Dez anos atrás, o bairro tinha muitos pontos viciados de despejo inadequado de lixo. Era todo tipo de resíduo, que se acumulava em muro de escola e posto de saúde, tudo errado. “Como eu já fazia um trabalho social, me chamaram para ajudar. Tinha uma rotatória que recebia todos os dias o lixo de mais de 1500 pessoas. Chegamos para trabalhar com a população, para mudar aquele comportamento”, conta Aragão.
Seis meses e muitos mutirões de limpeza depois, os moradores estavam conscientes de sua parte na manutenção da beleza do bairro. “A prefeitura tem o compromisso de recolher o lixo, mas cada morador deve fazer sua parte, colocando os resíduos nos locais corretos e perto do horário em que a coleta é feita”, diz ele, em referência ao problema de animais que violam sacos de lixo, além da chuva que arrasta os resíduos e entope as galerias pluviais, agravando as enchentes.
Aragão sabe que para falar em reciclagem é preciso antes que as pessoas aprendam a dispor o lixo corretamente. Um passo de cada vez. “No metrô, a eficiência da limpeza inibe o comportamento ruim da população e gera um cuidado com o território, uma valorização que vira zeladoria comunitária. É isso que buscamos aqui.

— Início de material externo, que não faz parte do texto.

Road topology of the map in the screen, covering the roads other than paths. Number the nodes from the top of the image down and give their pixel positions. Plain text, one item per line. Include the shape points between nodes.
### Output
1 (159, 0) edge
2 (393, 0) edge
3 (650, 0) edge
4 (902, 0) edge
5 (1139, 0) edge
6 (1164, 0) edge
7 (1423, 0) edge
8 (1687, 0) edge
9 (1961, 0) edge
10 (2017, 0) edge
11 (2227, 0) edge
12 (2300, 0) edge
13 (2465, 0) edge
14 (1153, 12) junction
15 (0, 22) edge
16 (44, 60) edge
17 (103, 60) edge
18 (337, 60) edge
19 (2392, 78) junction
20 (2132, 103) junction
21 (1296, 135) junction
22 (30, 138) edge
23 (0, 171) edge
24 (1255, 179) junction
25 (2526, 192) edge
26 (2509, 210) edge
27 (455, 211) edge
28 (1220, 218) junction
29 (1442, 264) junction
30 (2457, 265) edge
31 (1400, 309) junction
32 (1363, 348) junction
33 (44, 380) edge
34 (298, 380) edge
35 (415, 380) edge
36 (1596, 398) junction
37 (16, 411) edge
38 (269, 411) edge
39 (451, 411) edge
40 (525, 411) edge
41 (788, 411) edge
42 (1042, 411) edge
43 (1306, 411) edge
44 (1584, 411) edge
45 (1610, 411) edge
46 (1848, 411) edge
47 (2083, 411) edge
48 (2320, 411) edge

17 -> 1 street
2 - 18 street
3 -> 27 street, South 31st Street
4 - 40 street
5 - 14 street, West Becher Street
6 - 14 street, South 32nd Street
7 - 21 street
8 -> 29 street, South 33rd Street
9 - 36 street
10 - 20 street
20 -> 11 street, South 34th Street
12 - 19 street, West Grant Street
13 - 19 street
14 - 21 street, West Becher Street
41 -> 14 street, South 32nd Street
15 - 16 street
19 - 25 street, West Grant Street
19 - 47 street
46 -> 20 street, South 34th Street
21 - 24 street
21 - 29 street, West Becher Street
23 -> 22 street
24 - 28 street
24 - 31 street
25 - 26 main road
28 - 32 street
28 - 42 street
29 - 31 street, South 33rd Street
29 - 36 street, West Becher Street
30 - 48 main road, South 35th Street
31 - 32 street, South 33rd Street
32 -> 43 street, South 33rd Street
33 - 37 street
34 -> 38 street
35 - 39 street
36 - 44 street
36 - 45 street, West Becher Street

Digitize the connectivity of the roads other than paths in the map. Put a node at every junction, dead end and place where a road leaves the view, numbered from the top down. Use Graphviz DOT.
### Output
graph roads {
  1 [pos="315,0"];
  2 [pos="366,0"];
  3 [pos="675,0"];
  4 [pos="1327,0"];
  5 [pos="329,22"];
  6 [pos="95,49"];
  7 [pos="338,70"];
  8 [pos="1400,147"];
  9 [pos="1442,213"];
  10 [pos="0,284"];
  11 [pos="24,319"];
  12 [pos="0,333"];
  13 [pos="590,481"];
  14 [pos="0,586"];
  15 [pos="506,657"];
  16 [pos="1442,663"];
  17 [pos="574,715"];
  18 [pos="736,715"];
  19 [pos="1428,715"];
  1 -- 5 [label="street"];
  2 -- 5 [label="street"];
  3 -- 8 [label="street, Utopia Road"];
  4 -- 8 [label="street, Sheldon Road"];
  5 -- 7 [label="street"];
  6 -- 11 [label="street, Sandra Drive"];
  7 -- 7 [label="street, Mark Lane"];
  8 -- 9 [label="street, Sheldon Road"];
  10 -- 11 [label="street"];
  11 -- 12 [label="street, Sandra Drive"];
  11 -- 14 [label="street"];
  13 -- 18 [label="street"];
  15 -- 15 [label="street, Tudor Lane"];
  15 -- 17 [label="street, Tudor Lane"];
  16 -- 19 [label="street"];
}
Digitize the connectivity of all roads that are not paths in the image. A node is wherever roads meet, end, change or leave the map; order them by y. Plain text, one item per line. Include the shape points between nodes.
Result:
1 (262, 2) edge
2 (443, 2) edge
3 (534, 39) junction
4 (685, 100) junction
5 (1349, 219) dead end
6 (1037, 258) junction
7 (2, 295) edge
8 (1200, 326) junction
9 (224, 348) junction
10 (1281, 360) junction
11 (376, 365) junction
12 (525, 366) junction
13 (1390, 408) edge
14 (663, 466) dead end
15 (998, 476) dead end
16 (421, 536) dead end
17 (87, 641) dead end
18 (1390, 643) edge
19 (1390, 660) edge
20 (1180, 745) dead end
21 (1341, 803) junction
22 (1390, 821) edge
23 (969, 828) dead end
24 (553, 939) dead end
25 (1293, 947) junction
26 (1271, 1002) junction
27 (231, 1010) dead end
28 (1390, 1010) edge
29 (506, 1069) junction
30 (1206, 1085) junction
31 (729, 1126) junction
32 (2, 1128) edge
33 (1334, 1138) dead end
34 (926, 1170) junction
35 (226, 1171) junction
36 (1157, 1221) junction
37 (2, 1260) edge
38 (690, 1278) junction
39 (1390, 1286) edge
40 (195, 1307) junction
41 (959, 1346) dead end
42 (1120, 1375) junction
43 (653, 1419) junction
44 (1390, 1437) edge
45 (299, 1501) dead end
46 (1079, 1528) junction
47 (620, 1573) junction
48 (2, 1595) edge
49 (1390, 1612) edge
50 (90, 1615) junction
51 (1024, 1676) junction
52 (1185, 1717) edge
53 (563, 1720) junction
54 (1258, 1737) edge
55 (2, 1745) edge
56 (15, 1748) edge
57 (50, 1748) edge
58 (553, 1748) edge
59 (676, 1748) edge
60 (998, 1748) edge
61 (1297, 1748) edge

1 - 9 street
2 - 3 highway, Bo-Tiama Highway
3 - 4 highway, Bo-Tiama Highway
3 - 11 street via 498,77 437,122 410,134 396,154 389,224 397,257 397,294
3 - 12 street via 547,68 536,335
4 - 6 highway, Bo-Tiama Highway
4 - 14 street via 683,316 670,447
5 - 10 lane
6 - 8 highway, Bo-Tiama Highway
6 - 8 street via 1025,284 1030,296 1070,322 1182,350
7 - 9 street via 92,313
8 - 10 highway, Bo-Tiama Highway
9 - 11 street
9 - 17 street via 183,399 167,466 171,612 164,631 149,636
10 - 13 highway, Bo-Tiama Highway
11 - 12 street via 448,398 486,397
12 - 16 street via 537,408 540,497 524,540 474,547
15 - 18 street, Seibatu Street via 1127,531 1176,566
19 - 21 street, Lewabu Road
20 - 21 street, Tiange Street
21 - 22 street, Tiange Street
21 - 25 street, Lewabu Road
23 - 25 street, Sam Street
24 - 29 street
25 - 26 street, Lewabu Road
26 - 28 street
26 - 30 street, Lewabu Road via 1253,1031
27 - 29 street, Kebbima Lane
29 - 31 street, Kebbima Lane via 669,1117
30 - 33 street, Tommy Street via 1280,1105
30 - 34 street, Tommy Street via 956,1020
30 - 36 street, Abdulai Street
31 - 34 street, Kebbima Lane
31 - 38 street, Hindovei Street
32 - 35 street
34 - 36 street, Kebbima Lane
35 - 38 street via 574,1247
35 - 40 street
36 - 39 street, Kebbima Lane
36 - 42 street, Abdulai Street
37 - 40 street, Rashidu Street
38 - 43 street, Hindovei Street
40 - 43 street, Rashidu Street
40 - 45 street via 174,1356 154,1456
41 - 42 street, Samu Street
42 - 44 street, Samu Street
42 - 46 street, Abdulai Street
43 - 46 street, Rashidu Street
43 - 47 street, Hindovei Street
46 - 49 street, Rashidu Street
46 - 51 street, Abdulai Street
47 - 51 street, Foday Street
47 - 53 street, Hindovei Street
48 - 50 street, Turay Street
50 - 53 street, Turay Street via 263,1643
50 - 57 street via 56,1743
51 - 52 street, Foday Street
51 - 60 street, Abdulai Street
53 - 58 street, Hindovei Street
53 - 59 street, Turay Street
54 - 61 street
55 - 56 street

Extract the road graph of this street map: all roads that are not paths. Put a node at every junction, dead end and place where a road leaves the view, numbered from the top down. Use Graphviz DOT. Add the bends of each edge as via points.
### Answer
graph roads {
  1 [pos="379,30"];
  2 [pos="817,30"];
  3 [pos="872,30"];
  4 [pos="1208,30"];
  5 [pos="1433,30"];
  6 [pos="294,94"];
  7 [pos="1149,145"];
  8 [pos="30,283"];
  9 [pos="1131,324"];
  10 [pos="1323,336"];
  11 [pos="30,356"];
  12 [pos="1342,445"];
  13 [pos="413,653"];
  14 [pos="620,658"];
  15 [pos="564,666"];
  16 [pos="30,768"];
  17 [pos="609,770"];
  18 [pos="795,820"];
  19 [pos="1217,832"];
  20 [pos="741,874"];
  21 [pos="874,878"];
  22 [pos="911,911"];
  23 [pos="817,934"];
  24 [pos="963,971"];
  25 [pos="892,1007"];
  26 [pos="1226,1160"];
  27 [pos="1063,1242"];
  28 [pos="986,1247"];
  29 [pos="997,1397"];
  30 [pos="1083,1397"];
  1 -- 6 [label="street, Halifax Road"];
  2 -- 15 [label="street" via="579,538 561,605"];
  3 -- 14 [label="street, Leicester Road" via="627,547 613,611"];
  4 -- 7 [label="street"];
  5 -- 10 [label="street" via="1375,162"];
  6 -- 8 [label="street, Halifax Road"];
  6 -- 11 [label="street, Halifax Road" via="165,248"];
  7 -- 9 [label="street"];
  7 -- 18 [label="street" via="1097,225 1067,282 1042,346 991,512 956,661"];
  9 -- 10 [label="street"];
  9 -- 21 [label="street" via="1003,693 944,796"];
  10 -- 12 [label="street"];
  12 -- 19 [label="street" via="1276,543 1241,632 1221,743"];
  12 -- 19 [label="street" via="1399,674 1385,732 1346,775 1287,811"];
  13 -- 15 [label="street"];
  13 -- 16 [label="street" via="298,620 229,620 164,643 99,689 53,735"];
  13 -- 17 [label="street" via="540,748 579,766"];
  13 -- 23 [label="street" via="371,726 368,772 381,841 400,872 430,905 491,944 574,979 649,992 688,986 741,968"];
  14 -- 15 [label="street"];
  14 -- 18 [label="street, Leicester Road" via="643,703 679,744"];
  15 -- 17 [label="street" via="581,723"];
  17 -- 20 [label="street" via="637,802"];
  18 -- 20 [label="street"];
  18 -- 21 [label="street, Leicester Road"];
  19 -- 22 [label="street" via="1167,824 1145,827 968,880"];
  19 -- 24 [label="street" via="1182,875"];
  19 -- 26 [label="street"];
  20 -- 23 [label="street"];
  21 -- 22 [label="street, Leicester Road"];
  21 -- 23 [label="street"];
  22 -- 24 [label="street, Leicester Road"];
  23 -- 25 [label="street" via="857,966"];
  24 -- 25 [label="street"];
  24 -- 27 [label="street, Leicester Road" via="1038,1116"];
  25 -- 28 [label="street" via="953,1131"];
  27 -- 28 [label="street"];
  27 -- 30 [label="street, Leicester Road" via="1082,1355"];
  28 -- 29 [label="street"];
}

Não pode ter um papel no chão”, reforça.
Segundo ele, as pessoas se acostumam com tudo limpo e isso gera respeito, melhora a autoestima delas e até valoriza os imóveis. O Varre Vila hoje dá consultoria para outros bairros paulistanos e mais de 20 cidades, entre elas Curitiba, Maceió, Guarulhos e Cubatão. O projeto busca parceiros em cada local para contratar zeladores, que são moradores do bairro responsáveis pela varrição das ruas e promoção da limpeza.
Agora sim dá para falar em coleta seletiva. “Incentivamos o tempo todo os moradores a separar os rejeitos comuns dos materiais recicláveis e estamos sempre em contato com escolas, postos de saúde, associações de bairro etc. realizando atividades de conscientização. É muito bom ver o envolvimento das crianças e suas famílias nessas ações. Toda pequena atitude faz muita diferença”, conclui Aragão, com um sorriso de satisfação no rosto.